La présidente intervint. « Je suis au courant de toutes ces choses, monsieur le directeur. Croyez-moi, je connais le palmarès de ce monsieur Lénine et je n’apprécie pas forcément qu’il ait choisi la France comme base arrière. Cependant, sa situation est parfaitement légale. Je n’en dirais pas autant de la plupart de vos agents qui semblent parfois oublier qu’ils sont, en France, soumis à la loi française. »
Cherkasov eut un sursaut, bien avant son supérieur moscovite qui dut retourner plusieurs fois la phrase avant de la comprendre. Il joua l’indignation mais la présidente ne le laissa pas répondre.
« Savez-vous que nos services de police reçoivent, chaque semaine, des plaintes concernant vos hommes ? Parfois même, ces plaintes proviennent d’exilés russes. Lénine se moque de vous. Je vous assure que vous feriez mieux de laisser faire la police française.
— Madame, il ne s’agit pas de petits délinquants ni même de truands organisés. Ces hommes sont des révolutionnaires qui ont déjà, par une fois, fait céder notre régime lors des événements d’octobre. N’oubliez pas que la France et la Russie sont des sœurs.
— Je vois que vous avez féminisé vos images ! Permettez-moi de vous rappeler que ce voyage que vous dites si dangereux est une initiative du tsar Nicolas II lui-même.
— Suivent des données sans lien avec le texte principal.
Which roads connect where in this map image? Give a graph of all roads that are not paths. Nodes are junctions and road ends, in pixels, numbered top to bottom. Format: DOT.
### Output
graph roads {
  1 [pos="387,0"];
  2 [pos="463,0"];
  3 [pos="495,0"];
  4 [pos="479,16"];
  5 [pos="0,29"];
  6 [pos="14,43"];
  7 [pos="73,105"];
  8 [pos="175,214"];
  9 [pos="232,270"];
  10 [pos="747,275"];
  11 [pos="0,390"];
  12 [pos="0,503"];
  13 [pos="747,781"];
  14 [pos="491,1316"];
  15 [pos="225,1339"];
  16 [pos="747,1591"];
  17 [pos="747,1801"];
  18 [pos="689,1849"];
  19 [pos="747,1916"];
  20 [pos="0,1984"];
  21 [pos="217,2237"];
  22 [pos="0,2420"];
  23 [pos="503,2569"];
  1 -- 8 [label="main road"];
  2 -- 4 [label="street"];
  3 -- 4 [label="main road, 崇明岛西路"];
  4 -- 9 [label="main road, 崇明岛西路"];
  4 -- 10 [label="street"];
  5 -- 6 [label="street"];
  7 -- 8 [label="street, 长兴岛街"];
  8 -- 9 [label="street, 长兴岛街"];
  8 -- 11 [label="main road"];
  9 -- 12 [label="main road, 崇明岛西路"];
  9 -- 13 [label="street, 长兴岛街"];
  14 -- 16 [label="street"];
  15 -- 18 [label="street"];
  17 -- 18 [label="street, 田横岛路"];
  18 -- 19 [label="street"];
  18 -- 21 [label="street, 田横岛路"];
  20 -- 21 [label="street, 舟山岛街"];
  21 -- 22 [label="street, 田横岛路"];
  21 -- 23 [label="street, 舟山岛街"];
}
Personne ne l’oblige à prendre ce risque. »
Le comte Vasilyev grogna. Il verrouilla sa mâchoire et s’engagea à nouveau dans une joute oculaire avec cette femme qui décidément n’était pas à son goût. En hésitant sur les mots, il égrena de sa voix de basse profonde : « Voulez-vous dire que vous n’approuvez pas cette visite ?
— Mais je l’approuve, monsieur le comte ! La France se réjouit de la visite de Son Altesse le tsar Nicolas II. Et même si je m’amuse des termes employés par monsieur le directeur Cherkasov, je les adopte volontiers. La France et la Russie sont bien deux sœurs. Et même, pourquoi pas, les mères dont l’Europe a besoin. Face à l’Allemagne de Bismarck, notre alliance est celle du progrès et de la modernité. Et je ne peux qu’approuver la volonté de Son Altesse de visiter notre métropolitain, symbole de l’avancée technologique de mon pays.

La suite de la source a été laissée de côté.